This neo classical building, with some distinctly oriental influences, stands on the banks of the much abused Buriganga River in Old Dhaka. Painted a rather lurid pink, it is a living testament to the lack of a traditional aristocracy in Bangladesh.
Reconstructed after 1888 by Sir Khwaja Salimullah Bahadur, the fourth ‘Nawab of Dhaka’, following a disastrous cyclone that ravaged earlier building work, it shares much of its distinctively Bengali Anglo Oriental appearance with many of the Zaminderbari of Bangladesh.
Titles such as raja, maharajah and nawab abound in the Zamindari of Bangladesh, having been awarded, honorifically, by the British, in recognition of loyalty. In most of the Indian sub continent, most rulers have long histories and heritage, claiming, in some cases to support their authority, descent from Hindu deities.
The last of the Mughal aristocrats, although actually descended from earlier Afghan invaders, was the last Nawab of Bengal who was defeated at the Battle of Plassey in 1757 by Robert Clive of the East India Company. This victory rapidly established the Company, a commercial company of merchant adventurers, as the new rulers of Bengal.
This commercial administration was carried out by the East India Company’s own version of traditional Zaminders. Under the Mughal rulers, these were more like the feudal lords of Europe, tasked with military as well as fiscal responsibilities, the former by far the most important. After 1757, the priorities were reversed. The investors in the Company required a good return on their investment, and securing that return became the responsibility of the Zaminders.
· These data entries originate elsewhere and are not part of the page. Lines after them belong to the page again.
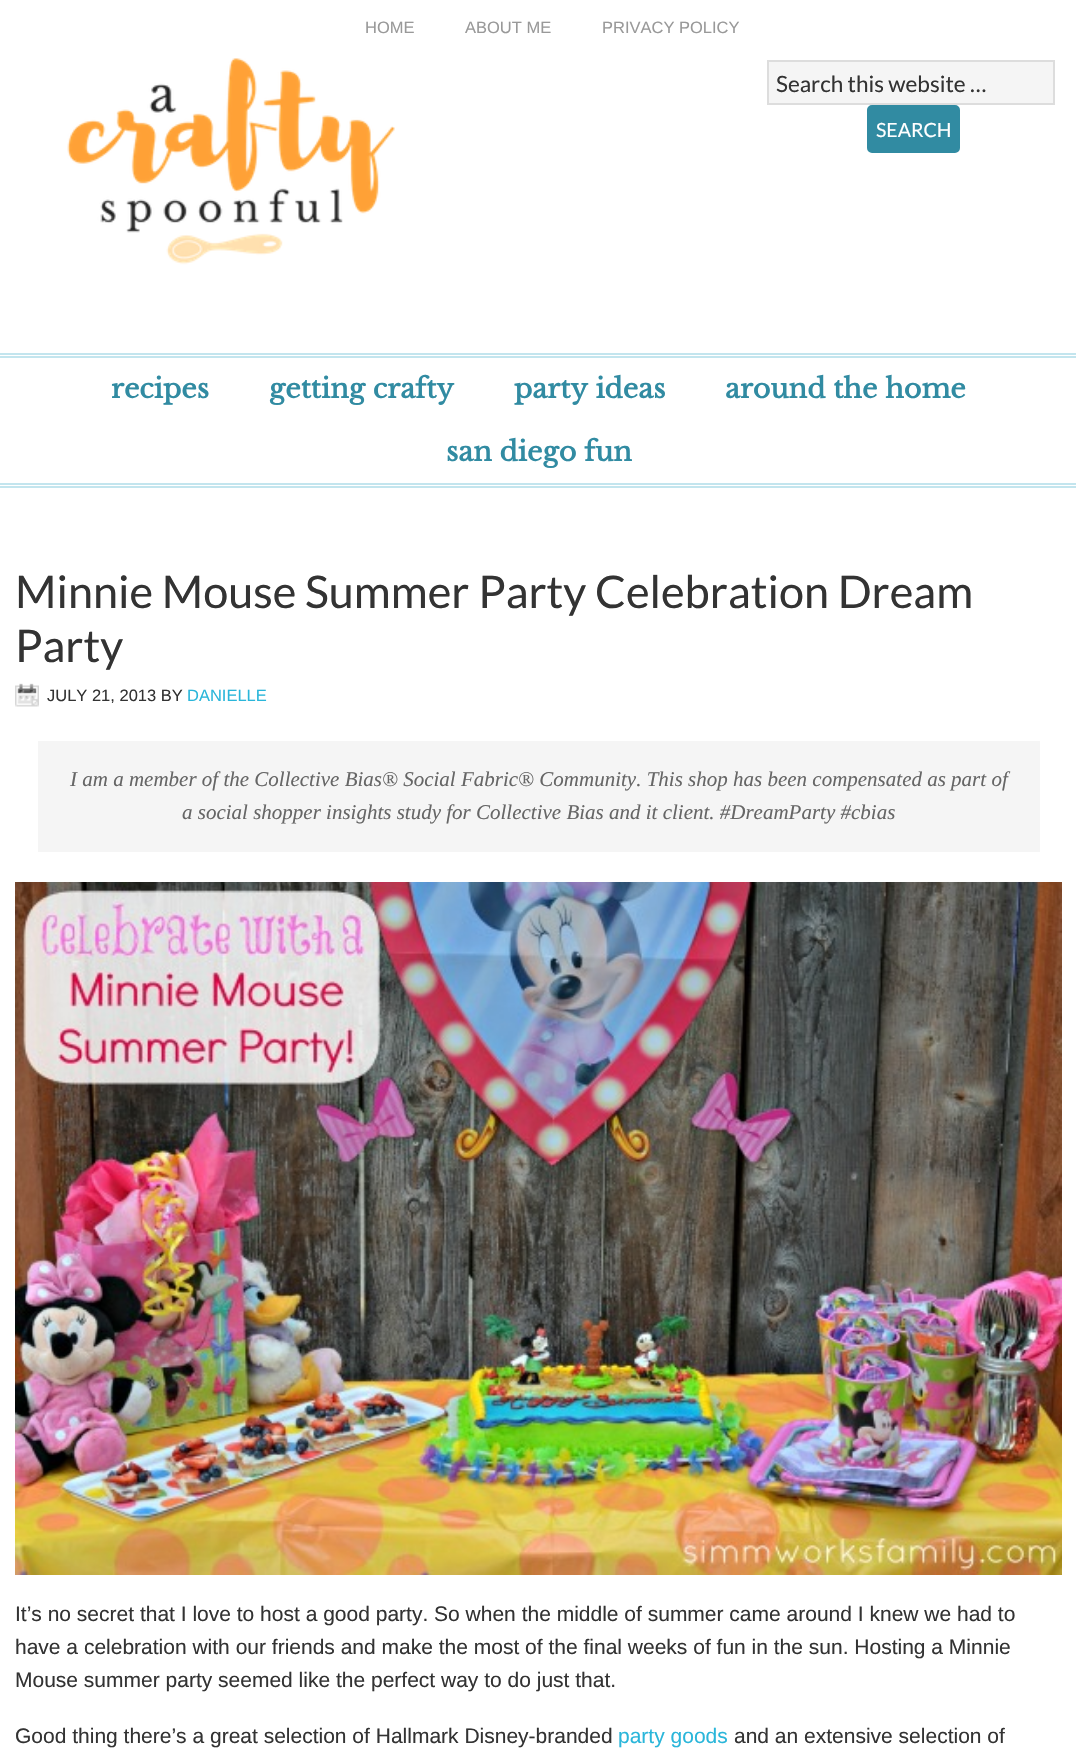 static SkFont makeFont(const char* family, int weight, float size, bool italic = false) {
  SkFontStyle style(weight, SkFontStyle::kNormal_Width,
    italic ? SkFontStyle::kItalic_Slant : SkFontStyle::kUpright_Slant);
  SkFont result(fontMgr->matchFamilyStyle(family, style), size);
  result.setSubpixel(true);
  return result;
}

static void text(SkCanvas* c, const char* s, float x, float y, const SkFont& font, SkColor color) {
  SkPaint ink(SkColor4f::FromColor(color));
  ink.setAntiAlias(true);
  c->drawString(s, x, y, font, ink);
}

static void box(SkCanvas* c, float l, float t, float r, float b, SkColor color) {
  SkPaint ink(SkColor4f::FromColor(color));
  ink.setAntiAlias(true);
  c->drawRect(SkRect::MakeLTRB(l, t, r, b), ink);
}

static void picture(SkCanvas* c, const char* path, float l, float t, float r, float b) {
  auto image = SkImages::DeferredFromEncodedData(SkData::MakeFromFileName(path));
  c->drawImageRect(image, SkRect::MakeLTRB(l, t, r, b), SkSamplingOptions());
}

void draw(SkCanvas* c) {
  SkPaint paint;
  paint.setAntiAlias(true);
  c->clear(0xffffffff);
  SkFont face1 = makeFont("Liberation Sans", 400, 16.5f);
  text(c, "HOME", 365, 33, face1, 0xff999999);
  text(c, "ABOUT ME", 465, 33, face1, 0xff999999);
  text(c, "PRIVACY POLICY", 602, 33, face1, 0xff999999);
  picture(c, "img_01.png", 67, 58, 395, 265);
  paint.setColor(0xfff5f5f5);
  c->drawRect(SkRect::MakeLTRB(768, 61, 1054, 104), paint);
  paint.setStyle(SkPaint::kStroke_Style);
  paint.setStrokeWidth(2);
  paint.setColor(0xffdddddd);
  c->drawRect(SkRect::MakeLTRB(768, 61, 1054, 104), paint);
  SkFont face2 = makeFont("Lato", 400, 22.5f);
  text(c, "Search this website …", 776, 92, face2, 0xff333333);
  paint.setStyle(SkPaint::kFill_Style);
  paint.setColor(0xff318ba2);
  c->drawRoundRect(SkRect::MakeLTRB(868, 106, 959, 152), 4, 4, paint);
  paint.setStyle(SkPaint::kStroke_Style);
  c->drawRoundRect(SkRect::MakeLTRB(868, 106, 959, 152), 4, 4, paint);
  SkFont face3 = makeFont("Lato", 400, 19.5f);
  text(c, "SEARCH", 876, 137, face3, 0xffffffff);
  box(c, 0, 353, 1076, 355, 0xffc3e5ee);
  box(c, 0, 356, 1076, 358, 0xffc3e5ee);
  box(c, 0, 483, 1076, 485, 0xffc3e5ee);
  box(c, 0, 486, 1076, 488, 0xffc3e5ee);
  SkFont face4 = makeFont("Libre Baskerville", 700, 27);
  text(c, "recipes", 111, 398, face4, 0xff318ba2);
  text(c, "getting crafty", 269, 398, face4, 0xff318ba2);
  text(c, "party ideas", 514, 398, face4, 0xff318ba2);
  text(c, "around the home", 725, 398, face4, 0xff318ba2);
  text(c, "san diego fun", 446, 461, face4, 0xff318ba2);
  SkFont face5 = makeFont("Lato", 400, 45);
  text(c, "Minnie Mouse Summer Party Celebration Dream", 15, 608, face5, 0xff333333);
  text(c, "Party", 15, 662, face5, 0xff333333);
  picture(c, "img_02.png", 15, 683, 39, 707);
  text(c, "JULY 21, 2013 BY", 47, 701, face1, 0xff333333);
  text(c, "DANIELLE", 187, 701, face1, 0xff2ab6da);
  box(c, 38, 741, 1040, 852, 0xfff5f5f5);
  SkFont face6 = makeFont("Liberation Serif", 400, 21, true);
  text(c, "I am a member of the Collective Bias® Social Fabric® Community. This shop has been compensated as part of", 70, 786, face6, 0xff666666);
  text(c, "a social shopper insights study for Collective Bias and it client. #DreamParty #cbias", 182, 819, face6, 0xff666666);
  picture(c, "img_03.png", 15, 882, 1062, 1575);
  SkFont face7 = makeFont("Liberation Sans", 400, 21);
  text(c, "It’s no secret that I love to host a good party. So when the middle of summer came around I knew we had to", 15, 1621, face7, 0xff333333);
  text(c, "have a celebration with our friends and make the most of the final weeks of fun in the sun. Hosting a Minnie", 15, 1654, face7, 0xff333333);
  text(c, "Mouse summer party seemed like the perfect way to do just that.", 15, 1687, face7, 0xff333333);
  text(c, "Good thing there’s a great selection of Hallmark Disney-branded", 15, 1743, face7, 0xff333333);
  text(c, "party goods", 618, 1743, face7, 0xff2ab6da);
  text(c, "and an extensive selection of", 734, 1743, face7, 0xff333333);
}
Unsurprisingly, the military responsibility of ensuring the security of the territory, was held in the hands of the army of the Company, with its British and Mercenary officers and specialists.
A number of the Mughal period Zaminders had thrown in their lot with the British at the time of Plassey, or had at least remained absent from the Nawab’s forces.. an impetuous young man, with a contested claim to the role of Nawab, he was not popular.
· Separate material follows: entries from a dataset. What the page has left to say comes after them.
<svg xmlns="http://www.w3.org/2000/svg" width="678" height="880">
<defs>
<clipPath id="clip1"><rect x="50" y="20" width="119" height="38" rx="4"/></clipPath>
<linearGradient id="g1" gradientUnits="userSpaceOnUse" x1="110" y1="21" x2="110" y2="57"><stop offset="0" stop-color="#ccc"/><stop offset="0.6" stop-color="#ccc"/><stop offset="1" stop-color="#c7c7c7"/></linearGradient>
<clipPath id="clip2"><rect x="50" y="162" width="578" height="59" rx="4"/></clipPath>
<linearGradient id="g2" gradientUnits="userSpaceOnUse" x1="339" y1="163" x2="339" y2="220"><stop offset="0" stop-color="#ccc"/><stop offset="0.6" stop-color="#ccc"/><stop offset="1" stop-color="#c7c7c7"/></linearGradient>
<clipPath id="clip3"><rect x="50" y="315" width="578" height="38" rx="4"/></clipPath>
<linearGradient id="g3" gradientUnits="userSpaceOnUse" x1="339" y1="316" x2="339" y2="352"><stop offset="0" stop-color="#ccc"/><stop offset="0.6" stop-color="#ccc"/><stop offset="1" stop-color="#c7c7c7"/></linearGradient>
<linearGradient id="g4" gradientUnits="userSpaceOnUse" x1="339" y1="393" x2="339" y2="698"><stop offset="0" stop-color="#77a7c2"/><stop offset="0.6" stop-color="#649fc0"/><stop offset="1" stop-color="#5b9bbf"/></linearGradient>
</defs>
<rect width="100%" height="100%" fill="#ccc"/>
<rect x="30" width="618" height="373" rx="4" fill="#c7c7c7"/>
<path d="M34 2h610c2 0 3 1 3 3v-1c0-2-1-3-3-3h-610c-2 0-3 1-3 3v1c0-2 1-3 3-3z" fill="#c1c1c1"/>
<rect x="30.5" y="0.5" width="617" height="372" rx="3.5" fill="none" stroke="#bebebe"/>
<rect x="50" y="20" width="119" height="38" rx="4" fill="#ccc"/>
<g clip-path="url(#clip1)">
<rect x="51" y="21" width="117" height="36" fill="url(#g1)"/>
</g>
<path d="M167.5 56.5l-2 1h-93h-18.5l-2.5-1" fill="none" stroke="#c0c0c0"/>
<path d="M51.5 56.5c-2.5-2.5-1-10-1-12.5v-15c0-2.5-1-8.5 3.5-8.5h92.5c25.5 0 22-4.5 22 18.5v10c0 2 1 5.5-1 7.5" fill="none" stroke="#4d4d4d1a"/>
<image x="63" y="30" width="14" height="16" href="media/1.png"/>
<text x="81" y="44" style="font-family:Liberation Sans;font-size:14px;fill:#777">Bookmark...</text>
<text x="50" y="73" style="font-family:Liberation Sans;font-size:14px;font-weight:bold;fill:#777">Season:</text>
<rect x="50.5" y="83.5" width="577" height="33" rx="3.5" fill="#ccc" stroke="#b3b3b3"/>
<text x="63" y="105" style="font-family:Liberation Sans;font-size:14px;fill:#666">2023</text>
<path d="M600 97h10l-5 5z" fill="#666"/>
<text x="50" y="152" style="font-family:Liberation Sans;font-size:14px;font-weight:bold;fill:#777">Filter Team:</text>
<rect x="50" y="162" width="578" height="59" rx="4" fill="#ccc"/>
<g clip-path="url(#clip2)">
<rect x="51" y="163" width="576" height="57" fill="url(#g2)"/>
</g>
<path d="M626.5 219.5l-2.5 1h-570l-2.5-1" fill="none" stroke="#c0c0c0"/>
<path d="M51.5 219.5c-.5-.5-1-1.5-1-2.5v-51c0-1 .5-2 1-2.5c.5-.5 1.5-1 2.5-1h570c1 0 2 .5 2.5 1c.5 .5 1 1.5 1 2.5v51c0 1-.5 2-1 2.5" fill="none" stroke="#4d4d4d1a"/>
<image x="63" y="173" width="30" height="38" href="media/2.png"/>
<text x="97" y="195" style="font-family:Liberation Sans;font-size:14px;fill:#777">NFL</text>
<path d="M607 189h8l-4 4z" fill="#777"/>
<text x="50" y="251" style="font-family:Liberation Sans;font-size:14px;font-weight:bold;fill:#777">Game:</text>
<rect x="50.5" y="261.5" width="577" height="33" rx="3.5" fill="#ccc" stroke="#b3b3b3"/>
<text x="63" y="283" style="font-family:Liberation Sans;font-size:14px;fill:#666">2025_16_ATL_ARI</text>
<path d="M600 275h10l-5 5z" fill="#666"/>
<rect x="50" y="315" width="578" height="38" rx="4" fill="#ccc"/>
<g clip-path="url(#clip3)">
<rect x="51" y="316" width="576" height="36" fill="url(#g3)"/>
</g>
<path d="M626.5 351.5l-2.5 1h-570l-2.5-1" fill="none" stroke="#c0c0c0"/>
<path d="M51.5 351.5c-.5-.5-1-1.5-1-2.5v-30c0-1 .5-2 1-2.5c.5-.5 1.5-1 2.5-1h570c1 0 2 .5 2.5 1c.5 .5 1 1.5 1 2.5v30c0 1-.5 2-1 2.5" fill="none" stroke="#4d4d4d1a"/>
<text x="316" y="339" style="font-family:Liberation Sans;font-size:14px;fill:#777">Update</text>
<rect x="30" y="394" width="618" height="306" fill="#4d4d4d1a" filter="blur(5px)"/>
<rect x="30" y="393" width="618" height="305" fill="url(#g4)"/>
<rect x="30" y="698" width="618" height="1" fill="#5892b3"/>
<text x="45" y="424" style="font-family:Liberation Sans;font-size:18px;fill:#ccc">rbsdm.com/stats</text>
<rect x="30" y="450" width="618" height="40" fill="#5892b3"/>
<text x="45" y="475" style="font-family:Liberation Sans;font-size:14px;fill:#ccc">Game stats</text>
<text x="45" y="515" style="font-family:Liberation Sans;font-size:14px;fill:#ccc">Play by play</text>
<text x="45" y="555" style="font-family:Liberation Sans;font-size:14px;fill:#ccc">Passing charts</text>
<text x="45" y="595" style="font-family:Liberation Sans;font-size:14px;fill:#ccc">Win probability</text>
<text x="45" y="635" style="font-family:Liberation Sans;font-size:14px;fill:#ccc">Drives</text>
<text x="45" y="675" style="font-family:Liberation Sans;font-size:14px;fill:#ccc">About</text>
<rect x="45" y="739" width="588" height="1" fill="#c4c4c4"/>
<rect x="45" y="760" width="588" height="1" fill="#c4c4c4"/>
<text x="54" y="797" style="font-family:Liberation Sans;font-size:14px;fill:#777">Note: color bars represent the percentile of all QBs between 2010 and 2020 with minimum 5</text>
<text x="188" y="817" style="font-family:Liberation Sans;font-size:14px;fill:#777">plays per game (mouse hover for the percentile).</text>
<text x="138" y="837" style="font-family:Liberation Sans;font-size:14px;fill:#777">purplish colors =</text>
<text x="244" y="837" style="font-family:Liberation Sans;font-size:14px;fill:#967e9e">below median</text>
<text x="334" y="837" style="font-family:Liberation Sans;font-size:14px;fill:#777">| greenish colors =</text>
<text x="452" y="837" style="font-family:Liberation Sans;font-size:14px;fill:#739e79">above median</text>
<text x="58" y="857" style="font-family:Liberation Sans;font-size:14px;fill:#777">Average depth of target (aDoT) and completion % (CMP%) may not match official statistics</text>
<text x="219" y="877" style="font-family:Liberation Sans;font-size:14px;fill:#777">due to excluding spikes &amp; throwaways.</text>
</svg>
However, whilst confirming those who remained, and explaining to them the new focus of their responsibilities, where territories were forfeit, the tax gathering rights were put up to auction. The result was a rise of anew ‘aristocracy’ who were usually business men, many of them Hindu traders.
The ancestors of the man that the British installed as Zaminder in Dhaka, the great grandfather of Sir Khwaja, Khwaja Alimullah, in 1843, was descended from Kashmiri traders in gold dust and skins. It is reasonable to suppose that he was the highest bidder when the tax gathering rights for Dhaka, at that time a small town, were auctioned.
Not unnaturally, the palace became a centre for the social and political life of Dhaka, hosting Governor Generals and Viceroys after the British Government took over the administration of British territories in India.
At Independence and partition, like other Muslim Zaminders, the Nawab’s found their position at first secured, then, when the new state of Pakistan enacted government possession of such properties, unsecured.
At the heart of Old City, the building is certainly one of the few Zaminderbaris in good repair in Bangladesh. It is, perhaps, just a pity they couldn’t have found a less lurid pink wash for the walls!
Within, is a museum of social life, although, like most museums in Bangladesh, poorly curetted, but probably worth a visit.